In a recent study, a group of researchers found that "crosstalk" between pancreatic cancer cells and macrophages is the first step in the onset of cachexia. Normally, macrophages protect the body from infection, but in this case, pancreatic cancer cells recruit them for a different action that leads to damage to the body.
This interaction in turn leads to an increased release of TWEAK (TNF-like weak inducer of apoptosis), a protein that is known for its role in cachexia by binding to receptors on the surface of muscle cells and triggering inflammation. This sequence triggers the development of cachexia.
"Cancer cachexia is a poorly researched disease for which there are no good treatments, and no nutritional support helps," said Professor Li. According to Professor Li, patients lose their appetite and lose weight quickly and are therefore weakened and much less able to tolerate aggressive treatment for pancreatic cancer. The significance of this study is that it demonstrates a mechanism underlying cachexia: "It is not the tumour cells or the macrophages alone that trigger the cachexia process, but the fact that they "communicate" with each other", added the Professor.

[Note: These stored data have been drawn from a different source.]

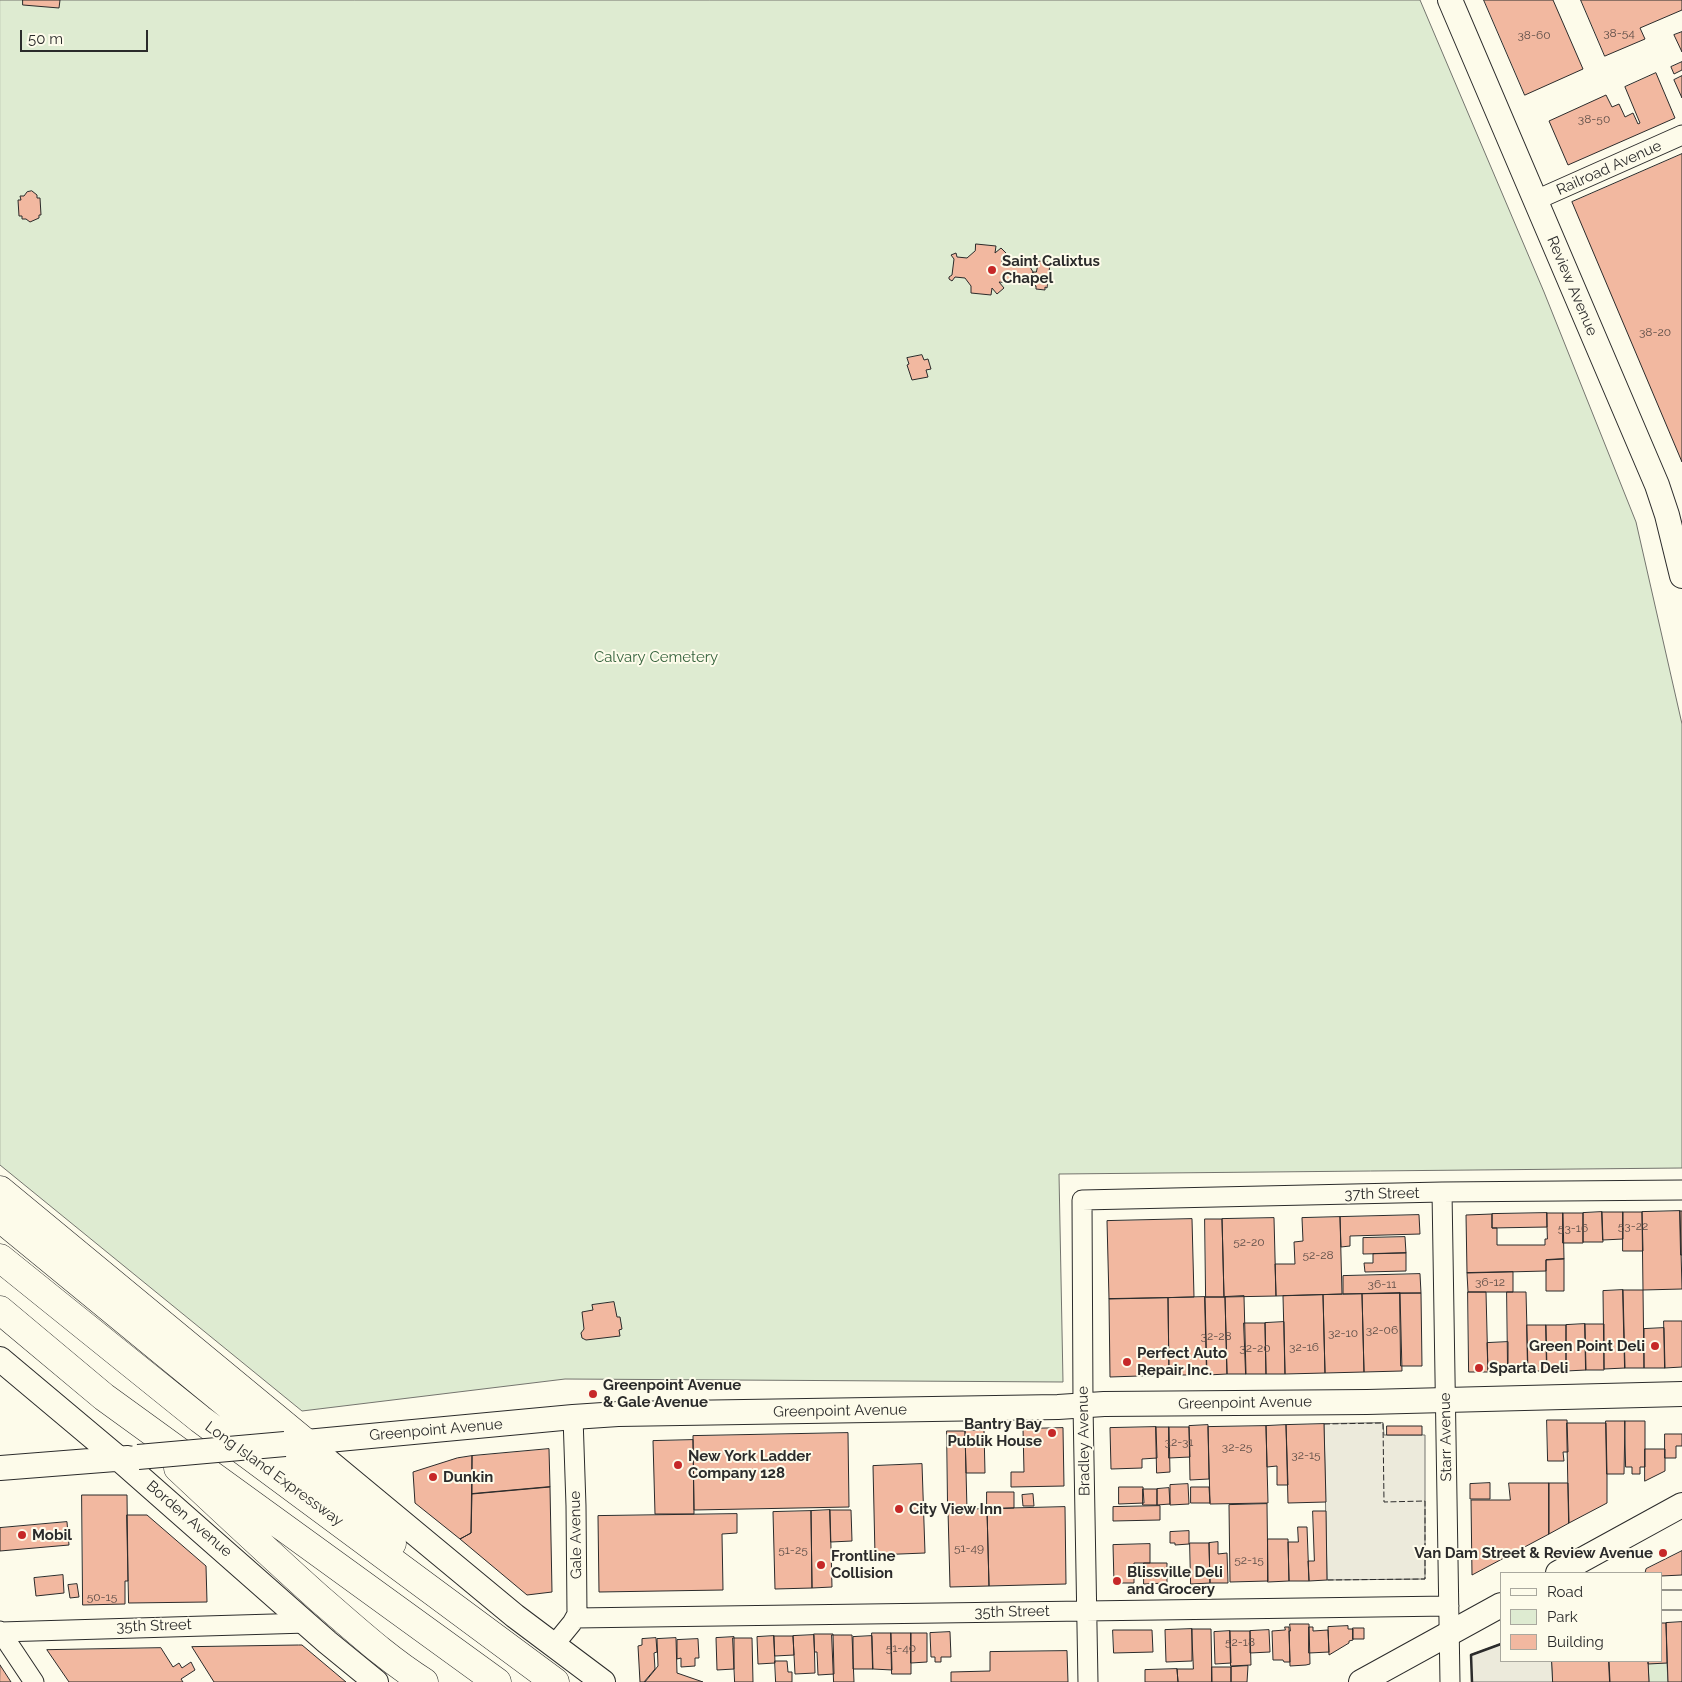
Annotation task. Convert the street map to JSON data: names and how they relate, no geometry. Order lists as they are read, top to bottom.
{
  "streets": {
    "highway": ["Long Island Expressway"],
    "main road": ["Review Avenue", "Greenpoint Avenue", "Borden Avenue"],
    "street": [
      "Railroad Avenue",
      "37th Street",
      "Starr Avenue",
      "Bradley Avenue",
      "Gale Avenue",
      "35th Street"
    ]
  },
  "crossings": [
    ["Railroad Avenue", "Review Avenue"],
    ["37th Street", "Starr Avenue"],
    ["37th Street", "Bradley Avenue"],
    ["Greenpoint Avenue", "Starr Avenue"],
    ["Greenpoint Avenue", "Bradley Avenue"],
    ["Greenpoint Avenue", "Borden Avenue"],
    ["Greenpoint Avenue", "Gale Avenue"],
    ["Starr Avenue", "35th Street"],
    ["Bradley Avenue", "35th Street"],
    ["Borden Avenue", "35th Street"],
    ["Gale Avenue", "35th Street"]
  ],
  "parks": ["Calvary Cemetery"],
  "places": [
    "Saint Calixtus Chapel",
    "Green Point Deli",
    "Perfect Auto Repair Inc.",
    "Sparta Deli",
    "Greenpoint Avenue & Gale Avenue",
    "Bantry Bay Publik House",
    "New York Ladder Company 128",
    "Dunkin",
    "City View Inn",
    "Mobil",
    "Van Dam Street & Review Avenue",
    "Frontline Collision",
    "Blissville Deli and Grocery"
  ],
  "house_numbers": [
    "38-54",
    "38-60",
    "38-50",
    "38-20",
    "53-22",
    "53-16",
    "52-20",
    "52-28",
    "36-12",
    "36-11",
    "32-06",
    "32-10",
    "32-28",
    "32-16",
    "32-20",
    "32-31",
    "32-25",
    "32-15",
    "51-49",
    "51-25",
    "52-15",
    "50-15",
    "52-18",
    "51-40"
  ],
  "legend": ["Road", "Park", "Building"],
  "scale_bar": "50 m"
}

Tumour cachexia does not occur in all types of cancer. It is rare in breast or brain tumours, for example, but is more common in pancreatic cancer. The results of the study are important because if researchers can better understand how cachexia begins, they may be able to develop a way to stop the cascade of events.
According to the researchers, this study will open a therapeutic window to intervene and potentially stop or reduce cachexia so that patients have a better chance of fighting pancreatic cancer. The research group will try to develop a drug that may be able to block the interaction between cancer cells and macrophages.
Image credit: Cancer Cell
Towards an early diagnosis of pancreatic cancer
According to the authors, this is paradigm-shifting research as it represents a new way of understanding the development of cancer cachexia. The combination of pancreatic cancer and cancer cachexia significantly reduces the quality of life of those affected. If the effects of cachexia can be reduced, patients could have a better prognosis in the fight against pancreatic cancer, which today has a five-year survival rate of only 13 per cent and is the third most common cause of cancer-related death in the USA, for example.
Pancreatic cancer is notoriously difficult to detect at an early stage; in more than 80 per cent of patients, the disease is not diagnosed until the tumour is advanced and treatment options are limited. Professor Li's research not only provides a potential target for treatment, but may also contribute to earlier diagnosis of pancreatic cancer. Previous clinical studies have shown that people first lose fat and then muscle six to nine months before being diagnosed with pancreatic cancer.
"If a person loses more than five per cent of their body weight in a six-month period for no reason, that could be cause for concern," Professor Li said. "Perhaps the changes in a person's body composition could help doctors diagnose cancer at an earlier stage, before it has metastasised", Li suggested.
- Liu M, Ren Y, Zhou Z, Yang J, Shi X, Cai Y, Arreola AX, Luo W, Fung KM, Xu C, Nipp RD, Bronze MS, Zheng L, Li YP, Houchen CW, Zhang Y, Li M. The crosstalk between macrophages and cancer cells potentiates pancreatic cancer cachexia. Cancer Cell. 2024 Mar 29:S1535-6108(24)00094-1. doi: 10.1016/j.ccell.2024.03.009. Epub ahead of print. PMID: 38608702.